We would take book matches that we got for free at the local supermarket, and stick matches from our parents kitchen, and wrap them up in several wrappings of plastic. Back then, there were no Bics, no magnesium fire starters, and none of the high-tech devices that today assure fire for even the village idiot.
Food in the backpacking shops always seems to cost too much. Freeze-dried, specially portioned exotic meals, MREs, special candy bars, juices, etc. etc. Why? We would just go to the supermarket and purchase dry things like rice and buckwheat groats and spaghetti. Then we purchased dry soup mixes and instant potatoes. Then we’d get a bottle of dried spices, and then some nuts and seeds, and some fresh fruit like apples and avocadoes and perhaps some cheese. After awhile, you have good food at a reasonable cost.
But in the very beginning -- as I said, we had NO budget -- we just looked through our parents’ cupboards and picked out anything that was dry and light and that we thought we might like. Doesn’t every kitchen cupboard in the world have at least enough odds and ends to make a few decent trail meals for a week or so? Ours always did. And though some of our meals were very slim, it was partly because we didn’t want to carry any more weight than was absolutely necessary. Which is why I have pursued the study of wild edible plants for most of my life -- but that’s another story.

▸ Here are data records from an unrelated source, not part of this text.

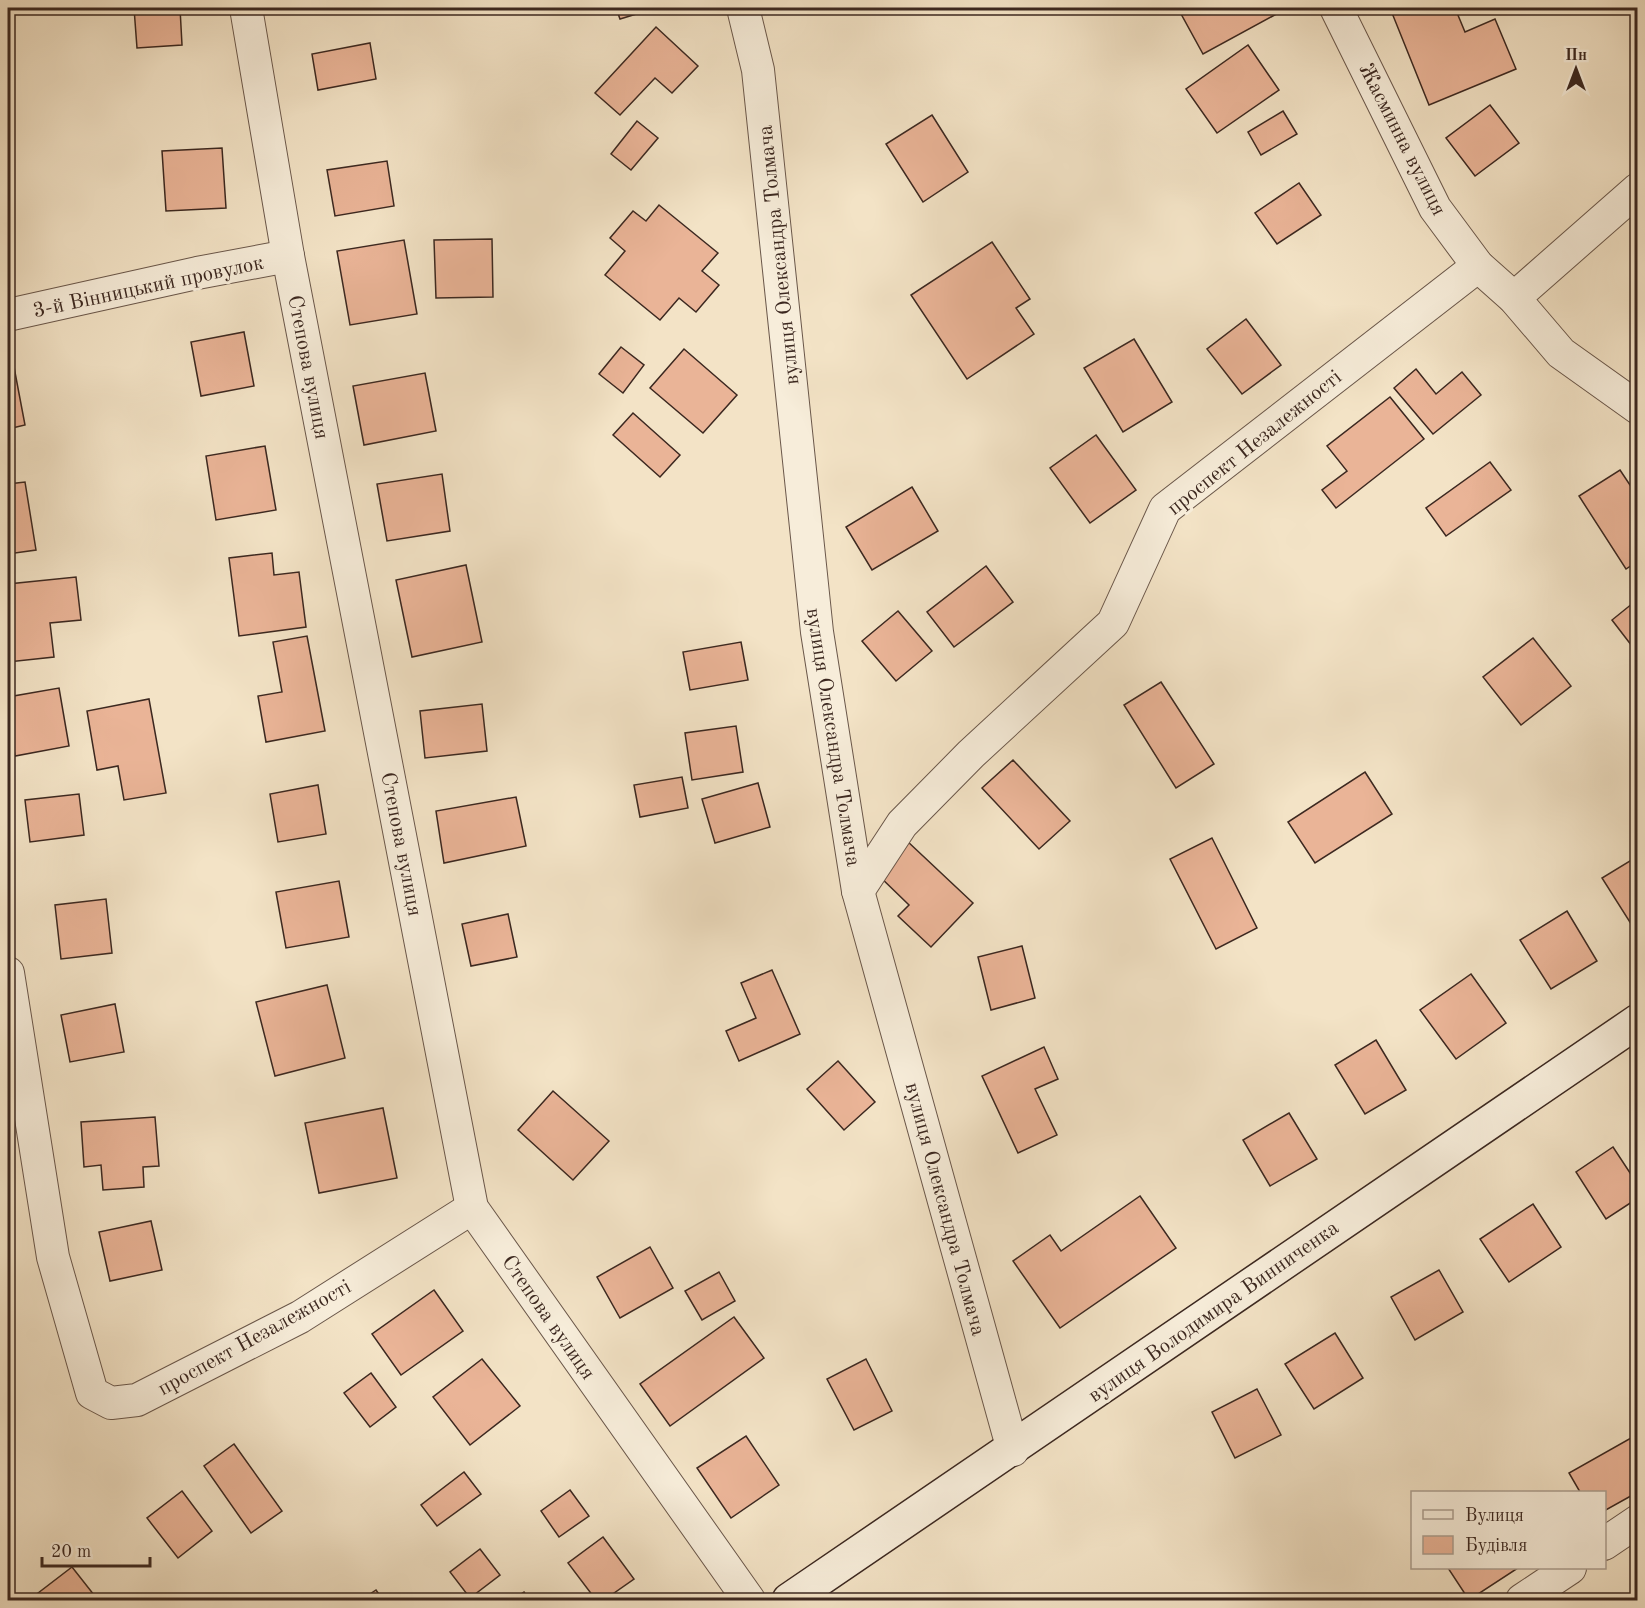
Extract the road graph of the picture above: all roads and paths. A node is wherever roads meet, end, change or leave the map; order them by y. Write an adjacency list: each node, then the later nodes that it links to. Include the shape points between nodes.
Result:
1 (246, 8): 5 (street, Степова вулиця)
2 (743, 8): 10 (street, вулиця Олександра Толмача, via 758,70 817,632)
3 (1336, 8): 6 (street, Жасминна вулиця, via 1435,208)
4 (1638, 189): 7 (street)
5 (288, 256): 8 (street, 3-й Вінницький провулок); 13 (street, Степова вулиця)
6 (1478, 266): 7 (street, Жасминна вулиця); 10 (street, проспект Незалежності, via 1165,509 1113,623 971,754 902,824)
7 (1514, 298): 9 (street, Жасминна вулиця, via 1561,353)
8 (8, 315)
9 (1638, 408)
10 (858, 891): 14 (street, вулиця Олександра Толмача)
11 (8, 973): 13 (street, проспект Незалежності, via 53,1257 92,1393 111,1403 136,1400 300,1317)
12 (1638, 1022): 14 (main road, вулиця Володимира Винниченка)
13 (472, 1208): 18 (street, Степова вулиця)
14 (1013, 1450): 19 (main road, вулиця Володимира Винниченка)
15 (1638, 1521): 16 (street)
16 (1606, 1543)
17 (1568, 1569): 20 (street)
18 (749, 1600)
19 (789, 1600)
20 (1522, 1600)

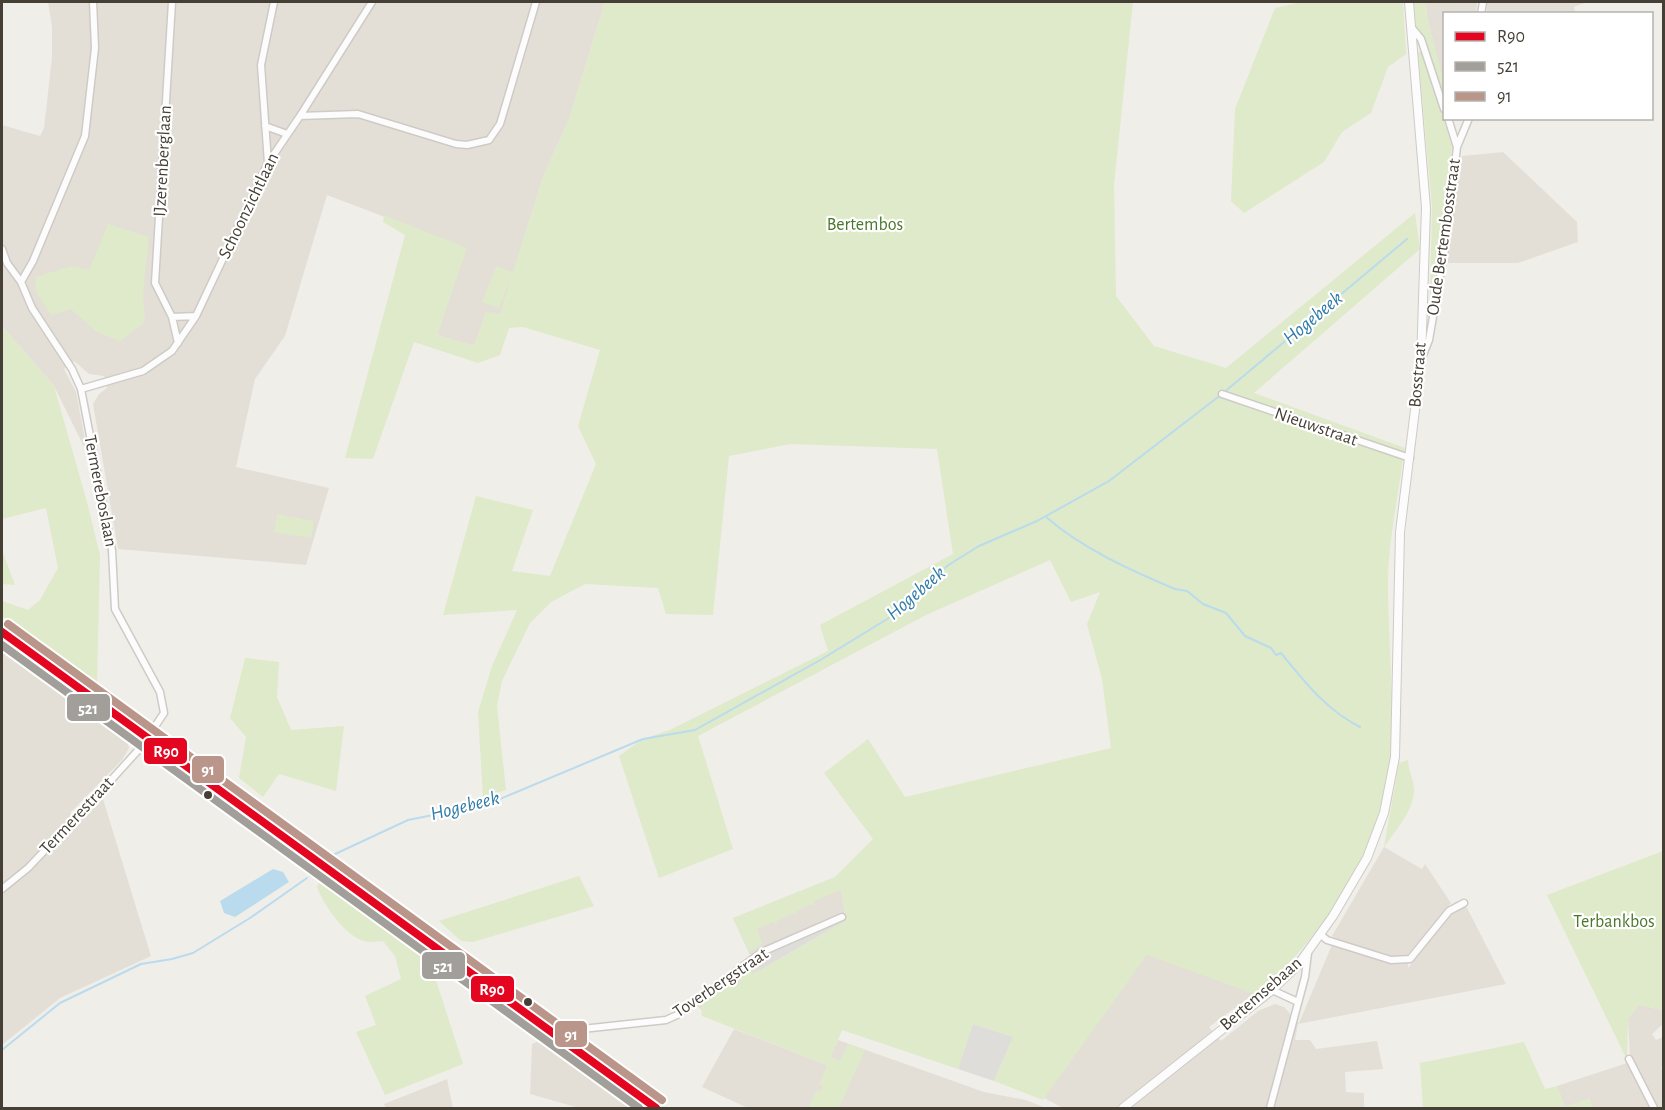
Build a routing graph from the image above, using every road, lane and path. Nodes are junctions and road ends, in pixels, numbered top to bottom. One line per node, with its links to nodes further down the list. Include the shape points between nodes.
1 (93, 2): 17 (street, via 95,48 85,136)
2 (172, 2): 19 (street, IJzerenberglaan, via 155,283)
3 (273, 2): 12 (street, via 261,65)
4 (372, 2): 9 (street, Schoonzichtlaan)
5 (536, 2): 9 (street, via 500,124 489,140 456,144 358,114)
6 (1409, 2): 7 (street, Bosstraat)
7 (1412, 28): 8 (street, via 1421,39); 21 (street, Bosstraat, via 1426,208)
8 (1443, 107)
9 (300, 116): 13 (street, Schoonzichtlaan)
10 (1449, 120): 14 (street, Oude Bertembosstraat)
11 (1468, 120): 14 (street, Oude Bertembosstraat)
12 (265, 126): 13 (street); 15 (street)
13 (287, 134): 15 (street, Schoonzichtlaan)
14 (1457, 147): 21 (street, Oude Bertembosstraat, via 1446,242 1429,340)
15 (268, 163): 18 (street, Schoonzichtlaan)
16 (2, 249): 17 (street, Termereboslaan)
17 (21, 282): 22 (street, Termereboslaan, via 32,308)
18 (196, 316): 19 (street); 20 (street, Schoonzichtlaan)
19 (172, 317): 20 (street, IJzerenberglaan)
20 (178, 343): 22 (street, Schoonzichtlaan, via 162,360 143,371)
21 (1421, 361): 24 (street, Bosstraat)
22 (81, 389): 26 (street, Termereboslaan, via 112,550 115,609 164,700 162,717)
23 (1222, 394): 24 (street, Nieuwstraat)
24 (1410, 458): 27 (street, Bosstraat, via 1400,532)
25 (2, 632): 26 (main road)
26 (148, 738): 28 (street, Termerestraat, via 28,868); 35 (main road)
27 (1395, 748): 31 (street, Bertemsebaan, via 1390,790 1377,835)
28 (2, 889)
29 (1464, 903): 31 (street, via 1449,911 1410,959 1391,960)
30 (842, 917): 35 (street, Toverbergstraat, via 762,952 666,1020 582,1029)
31 (1321, 935): 32 (street, Bertemsebaan)
32 (1308, 952): 33 (street, Bertemsebaan); 34 (street)
33 (1272, 990): 34 (street); 38 (street, Bertemsebaan)
34 (1298, 1002): 39 (street)
35 (562, 1040): 37 (main road)
36 (1629, 1059): 40 (street)
37 (656, 1108)
38 (1123, 1108)
39 (1270, 1108)
40 (1654, 1108)

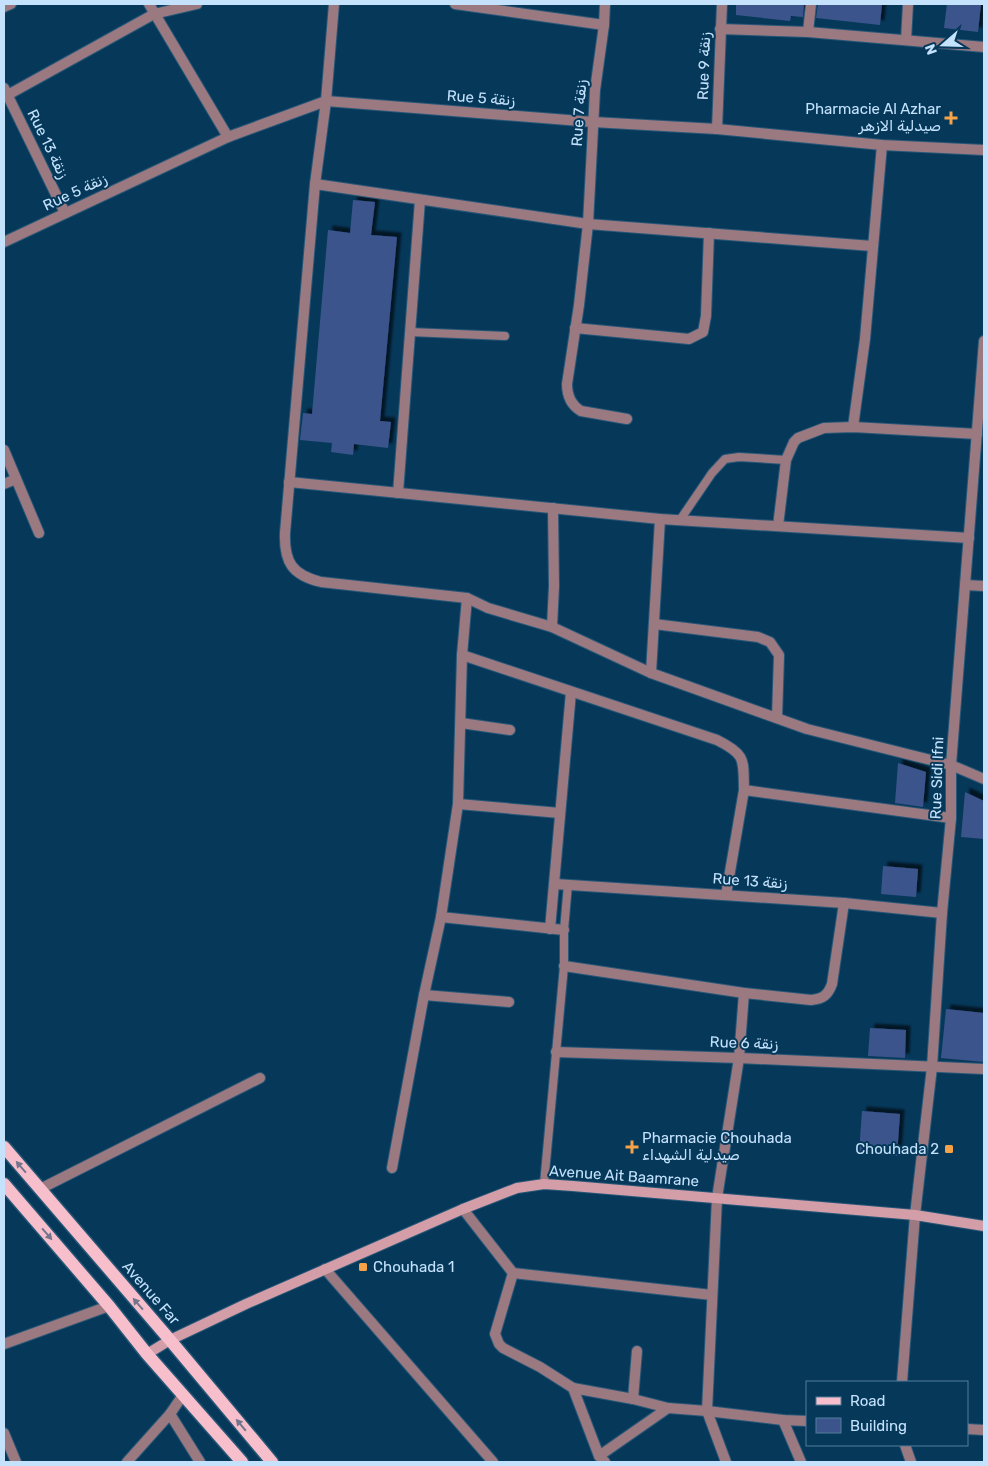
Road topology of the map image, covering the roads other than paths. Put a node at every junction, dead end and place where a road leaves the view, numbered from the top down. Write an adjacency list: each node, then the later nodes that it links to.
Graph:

Some of these ways that we did things might help some of you to keep the weight in your pack as low as possible, and to retain as much money as possible. I have always believed that simple enjoyment of the outdoors should be as unadorned as possible. Part of the attraction -- to me -- is to be in the outdoors where you can think and be with your self and your friends. Why clutter it up with all the overpriced gimmicks and gadgets that take up weight and occupy too much of your time?
I’d like to hear from readers who have unique low-cost camping methods to share.